Un lector me evocó ayer una columna que publiqué en 1998, que entonces le llamó la atención y que sigue conservando. Yo la recordaba en parte, por razones sentimentales que no hacen al caso, pero la recuperé de mi hemeroteca digital para releerla al completo, por curiosidad.
El asunto no tiene mayor importancia; lo cuento tan sólo para explicar por qué me introduje por un rato en la máquina del tiempo.
Ya que me había puesto a escarbar en viejos escritos, estuve repasando otras columnas y apuntes de la época, y me sorprendió comprobar que buena parte de ellos, de los que no guardaba ninguna memoria, podría haberlos redactado la semana pasada o ayer mismo, cambiando la excusa y la fecha, y –hablo de mí, claro– me habrían resultado igual de válidos. No es que no haya cambiado apenas desde hace nueve años mi visión de la vida y del devenir de los días; es que la vida y el devenir de los días siguen siendo casi los mismos.
Un poco peores, a decir verdad, pero parecidísimos.
Me acordé de unos versos de Blas de Otero, al que ya cité con otro motivo hace pocos días: «Porque escribir es viento fugitivo / y publicar, columna arrinconada»
Él insistía en la idea, atrapado por su sentimiento trágico de la vida: «Digo vivir, vivir, como si nada / hubiera de quedar de lo que escribo». (Se equivocaba, como estoy demostrando.)
Os voy a ser sincero: yo, que intento sustituir el sentimiento trágico de la vida por el sentimiento práctico de la vida –con desiguales resultados–, me pregunté si no sería cosa de aprovecharme de esa especie de penosa impasibilidad de la Historia actual para dedicarme a reciclar con disimulo y discreción lo mucho que llevo escrito desde años ha y volver a ponerlo en circulación, más o menos remozado. Por el aquel de rentabilizarlo. «Con lo que cuesta generar ideas, tampoco es cosa de malbaratarlas, ¿no?», pensé.

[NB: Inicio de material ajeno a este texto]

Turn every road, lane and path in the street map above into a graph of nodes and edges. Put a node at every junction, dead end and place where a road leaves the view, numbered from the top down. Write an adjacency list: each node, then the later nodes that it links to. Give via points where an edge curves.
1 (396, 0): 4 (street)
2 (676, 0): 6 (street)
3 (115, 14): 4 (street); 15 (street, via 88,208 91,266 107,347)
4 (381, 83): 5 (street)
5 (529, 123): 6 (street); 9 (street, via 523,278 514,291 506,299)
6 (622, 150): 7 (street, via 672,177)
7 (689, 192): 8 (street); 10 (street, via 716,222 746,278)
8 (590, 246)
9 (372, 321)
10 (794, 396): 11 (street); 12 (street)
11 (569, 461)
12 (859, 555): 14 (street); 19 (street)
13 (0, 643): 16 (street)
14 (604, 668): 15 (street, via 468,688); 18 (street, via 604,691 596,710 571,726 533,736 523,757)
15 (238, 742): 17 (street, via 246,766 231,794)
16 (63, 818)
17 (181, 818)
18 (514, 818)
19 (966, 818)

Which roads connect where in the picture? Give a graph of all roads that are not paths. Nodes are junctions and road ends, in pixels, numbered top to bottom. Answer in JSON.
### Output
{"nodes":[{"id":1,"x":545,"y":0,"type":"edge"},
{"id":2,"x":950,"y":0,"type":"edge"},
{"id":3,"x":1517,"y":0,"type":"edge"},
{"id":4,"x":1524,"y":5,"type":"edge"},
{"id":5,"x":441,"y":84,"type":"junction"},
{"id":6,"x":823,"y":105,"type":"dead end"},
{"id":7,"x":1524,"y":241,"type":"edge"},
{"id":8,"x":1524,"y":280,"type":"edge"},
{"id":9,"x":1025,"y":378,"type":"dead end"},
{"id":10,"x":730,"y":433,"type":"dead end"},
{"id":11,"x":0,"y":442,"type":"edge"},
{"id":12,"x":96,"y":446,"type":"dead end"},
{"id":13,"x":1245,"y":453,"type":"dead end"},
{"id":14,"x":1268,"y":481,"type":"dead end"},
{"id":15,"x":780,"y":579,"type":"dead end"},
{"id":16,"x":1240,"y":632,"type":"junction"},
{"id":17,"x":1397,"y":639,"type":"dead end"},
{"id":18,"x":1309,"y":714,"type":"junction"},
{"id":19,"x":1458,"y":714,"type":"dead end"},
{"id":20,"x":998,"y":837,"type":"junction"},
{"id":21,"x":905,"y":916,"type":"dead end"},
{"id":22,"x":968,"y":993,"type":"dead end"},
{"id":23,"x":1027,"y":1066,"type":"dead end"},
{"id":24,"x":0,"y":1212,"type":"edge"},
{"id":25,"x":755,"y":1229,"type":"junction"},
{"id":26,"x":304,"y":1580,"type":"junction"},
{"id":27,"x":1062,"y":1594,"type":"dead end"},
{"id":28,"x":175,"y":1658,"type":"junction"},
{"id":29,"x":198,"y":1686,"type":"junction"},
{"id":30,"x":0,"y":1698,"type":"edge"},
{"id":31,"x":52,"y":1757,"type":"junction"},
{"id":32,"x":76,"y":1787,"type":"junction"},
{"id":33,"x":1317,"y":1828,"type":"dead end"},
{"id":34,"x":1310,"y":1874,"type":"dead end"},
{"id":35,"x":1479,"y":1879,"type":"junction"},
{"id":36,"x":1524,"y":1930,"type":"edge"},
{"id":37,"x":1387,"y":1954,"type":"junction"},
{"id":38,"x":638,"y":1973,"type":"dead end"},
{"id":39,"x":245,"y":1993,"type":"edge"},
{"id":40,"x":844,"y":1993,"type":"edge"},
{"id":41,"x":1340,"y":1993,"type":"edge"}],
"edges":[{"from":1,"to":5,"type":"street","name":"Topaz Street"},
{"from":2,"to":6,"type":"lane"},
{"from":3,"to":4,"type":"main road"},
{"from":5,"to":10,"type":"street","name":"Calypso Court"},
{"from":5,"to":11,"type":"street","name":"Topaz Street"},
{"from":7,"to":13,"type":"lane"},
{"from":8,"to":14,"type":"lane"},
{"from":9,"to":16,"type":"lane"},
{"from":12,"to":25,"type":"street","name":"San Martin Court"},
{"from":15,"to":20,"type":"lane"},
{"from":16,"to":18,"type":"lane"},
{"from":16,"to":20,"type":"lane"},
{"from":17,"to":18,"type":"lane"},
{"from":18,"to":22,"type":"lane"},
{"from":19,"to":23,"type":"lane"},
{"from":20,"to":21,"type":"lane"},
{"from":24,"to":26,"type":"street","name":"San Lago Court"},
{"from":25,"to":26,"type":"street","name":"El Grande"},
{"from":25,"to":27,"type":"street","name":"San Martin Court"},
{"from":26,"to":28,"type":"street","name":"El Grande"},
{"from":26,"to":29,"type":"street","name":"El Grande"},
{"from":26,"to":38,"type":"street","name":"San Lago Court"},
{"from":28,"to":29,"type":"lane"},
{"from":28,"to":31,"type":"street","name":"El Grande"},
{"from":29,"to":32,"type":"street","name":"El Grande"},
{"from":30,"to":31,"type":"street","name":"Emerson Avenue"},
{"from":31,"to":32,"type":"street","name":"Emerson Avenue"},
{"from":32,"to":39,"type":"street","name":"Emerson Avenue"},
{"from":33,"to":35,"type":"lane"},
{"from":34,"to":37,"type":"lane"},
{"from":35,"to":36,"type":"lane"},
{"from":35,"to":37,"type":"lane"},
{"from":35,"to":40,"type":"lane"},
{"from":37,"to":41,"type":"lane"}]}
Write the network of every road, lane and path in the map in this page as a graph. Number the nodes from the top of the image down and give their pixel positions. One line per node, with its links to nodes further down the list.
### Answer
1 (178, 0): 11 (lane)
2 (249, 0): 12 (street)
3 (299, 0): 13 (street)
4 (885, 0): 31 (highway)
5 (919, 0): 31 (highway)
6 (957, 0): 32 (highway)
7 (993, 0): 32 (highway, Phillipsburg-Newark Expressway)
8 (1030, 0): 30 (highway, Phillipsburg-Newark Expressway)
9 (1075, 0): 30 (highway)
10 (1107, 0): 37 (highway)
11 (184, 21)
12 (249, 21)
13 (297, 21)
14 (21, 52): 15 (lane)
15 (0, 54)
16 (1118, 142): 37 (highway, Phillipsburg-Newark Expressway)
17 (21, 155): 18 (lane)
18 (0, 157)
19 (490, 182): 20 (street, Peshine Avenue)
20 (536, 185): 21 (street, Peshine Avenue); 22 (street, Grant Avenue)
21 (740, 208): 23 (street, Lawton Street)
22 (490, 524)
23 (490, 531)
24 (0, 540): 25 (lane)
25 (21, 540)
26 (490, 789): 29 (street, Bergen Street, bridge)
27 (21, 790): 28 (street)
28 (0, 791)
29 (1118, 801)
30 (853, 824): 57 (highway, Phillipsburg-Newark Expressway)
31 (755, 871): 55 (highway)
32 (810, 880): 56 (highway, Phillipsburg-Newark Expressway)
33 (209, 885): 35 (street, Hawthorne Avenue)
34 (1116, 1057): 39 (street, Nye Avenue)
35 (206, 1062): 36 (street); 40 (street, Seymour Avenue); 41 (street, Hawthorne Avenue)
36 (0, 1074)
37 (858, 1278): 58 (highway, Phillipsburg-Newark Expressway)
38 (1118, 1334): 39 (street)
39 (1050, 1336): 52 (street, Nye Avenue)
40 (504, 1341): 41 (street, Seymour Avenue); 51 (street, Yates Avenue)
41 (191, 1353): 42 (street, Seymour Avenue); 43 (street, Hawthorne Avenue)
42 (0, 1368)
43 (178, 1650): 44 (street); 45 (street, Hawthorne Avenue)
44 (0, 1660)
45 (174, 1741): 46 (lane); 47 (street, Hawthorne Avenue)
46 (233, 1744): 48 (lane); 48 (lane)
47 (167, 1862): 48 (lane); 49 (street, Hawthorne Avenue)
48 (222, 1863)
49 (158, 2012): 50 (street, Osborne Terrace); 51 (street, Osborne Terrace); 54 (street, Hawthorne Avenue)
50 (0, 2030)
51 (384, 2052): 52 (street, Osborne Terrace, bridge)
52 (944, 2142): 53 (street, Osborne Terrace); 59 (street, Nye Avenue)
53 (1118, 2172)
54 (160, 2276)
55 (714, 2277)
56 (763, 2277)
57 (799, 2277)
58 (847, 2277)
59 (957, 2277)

Me sucede con cierta frecuencia que temo repetirme. O me repito, sin darme cuenta. Tiene su lógica, si se considera que debo de llevar escritas cerca de 4.000 columnas. A veces no recuerdo qué parte de lo pensado en uno u otro momento lo puse por escrito o lo dejé estar. De modo que me dije: «Pues, si tú no te acuerdas, la gran mayoría tampoco. Si la Historia se repite, ¿por qué no habrías de hacerlo tú?»
Pero, una vez que me gasté a mí mismo esa broma, no me hizo gracia.